The records should be written out in full, with nothing altered.

::: Given information

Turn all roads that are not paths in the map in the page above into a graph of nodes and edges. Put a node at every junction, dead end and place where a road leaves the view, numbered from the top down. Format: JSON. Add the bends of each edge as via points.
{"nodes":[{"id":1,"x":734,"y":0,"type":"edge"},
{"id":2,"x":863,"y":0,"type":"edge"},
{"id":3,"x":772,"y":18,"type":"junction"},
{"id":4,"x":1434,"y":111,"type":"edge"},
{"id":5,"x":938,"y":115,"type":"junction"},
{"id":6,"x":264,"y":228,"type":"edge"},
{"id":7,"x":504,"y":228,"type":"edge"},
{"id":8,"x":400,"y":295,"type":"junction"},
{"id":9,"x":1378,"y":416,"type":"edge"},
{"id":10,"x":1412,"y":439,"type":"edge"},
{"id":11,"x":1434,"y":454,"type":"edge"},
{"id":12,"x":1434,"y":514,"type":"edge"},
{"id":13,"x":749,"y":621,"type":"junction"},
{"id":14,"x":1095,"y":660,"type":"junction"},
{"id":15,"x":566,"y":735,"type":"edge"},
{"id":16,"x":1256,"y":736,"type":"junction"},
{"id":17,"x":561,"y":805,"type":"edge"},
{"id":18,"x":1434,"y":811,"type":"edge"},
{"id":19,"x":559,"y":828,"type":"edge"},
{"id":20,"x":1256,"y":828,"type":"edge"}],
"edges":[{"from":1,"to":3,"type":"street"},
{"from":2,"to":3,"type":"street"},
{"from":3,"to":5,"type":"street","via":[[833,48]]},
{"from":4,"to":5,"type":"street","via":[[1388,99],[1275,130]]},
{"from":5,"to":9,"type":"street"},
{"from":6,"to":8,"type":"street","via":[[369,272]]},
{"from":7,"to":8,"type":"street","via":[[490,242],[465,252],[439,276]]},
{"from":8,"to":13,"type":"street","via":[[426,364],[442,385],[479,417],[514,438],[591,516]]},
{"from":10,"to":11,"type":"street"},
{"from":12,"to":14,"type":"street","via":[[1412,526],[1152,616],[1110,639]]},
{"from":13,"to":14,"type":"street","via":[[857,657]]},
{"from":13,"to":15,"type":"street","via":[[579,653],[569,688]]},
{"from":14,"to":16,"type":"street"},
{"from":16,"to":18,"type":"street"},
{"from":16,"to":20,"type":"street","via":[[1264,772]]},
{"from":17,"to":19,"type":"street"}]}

::::::

# Written answer:
Turn all roads that are not paths in the map in the page above into a graph of nodes and edges. Put a node at every junction, dead end and place where a road leaves the view, numbered from the top down. Format: JSON. Add the bends of each edge as via points.
{"nodes":[{"id":1,"x":734,"y":0,"type":"edge"},
{"id":2,"x":863,"y":0,"type":"edge"},
{"id":3,"x":772,"y":18,"type":"junction"},
{"id":4,"x":1434,"y":111,"type":"edge"},
{"id":5,"x":938,"y":115,"type":"junction"},
{"id":6,"x":264,"y":228,"type":"edge"},
{"id":7,"x":504,"y":228,"type":"edge"},
{"id":8,"x":400,"y":295,"type":"junction"},
{"id":9,"x":1378,"y":416,"type":"edge"},
{"id":10,"x":1412,"y":439,"type":"edge"},
{"id":11,"x":1434,"y":454,"type":"edge"},
{"id":12,"x":1434,"y":514,"type":"edge"},
{"id":13,"x":749,"y":621,"type":"junction"},
{"id":14,"x":1095,"y":660,"type":"junction"},
{"id":15,"x":566,"y":735,"type":"edge"},
{"id":16,"x":1256,"y":736,"type":"junction"},
{"id":17,"x":561,"y":805,"type":"edge"},
{"id":18,"x":1434,"y":811,"type":"edge"},
{"id":19,"x":559,"y":828,"type":"edge"},
{"id":20,"x":1256,"y":828,"type":"edge"}],
"edges":[{"from":1,"to":3,"type":"street"},
{"from":2,"to":3,"type":"street"},
{"from":3,"to":5,"type":"street","via":[[833,48]]},
{"from":4,"to":5,"type":"street","via":[[1388,99],[1275,130]]},
{"from":5,"to":9,"type":"street"},
{"from":6,"to":8,"type":"street","via":[[369,272]]},
{"from":7,"to":8,"type":"street","via":[[490,242],[465,252],[439,276]]},
{"from":8,"to":13,"type":"street","via":[[426,364],[442,385],[479,417],[514,438],[591,516]]},
{"from":10,"to":11,"type":"street"},
{"from":12,"to":14,"type":"street","via":[[1412,526],[1152,616],[1110,639]]},
{"from":13,"to":14,"type":"street","via":[[857,657]]},
{"from":13,"to":15,"type":"street","via":[[579,653],[569,688]]},
{"from":14,"to":16,"type":"street"},
{"from":16,"to":18,"type":"street"},
{"from":16,"to":20,"type":"street","via":[[1264,772]]},
{"from":17,"to":19,"type":"street"}]}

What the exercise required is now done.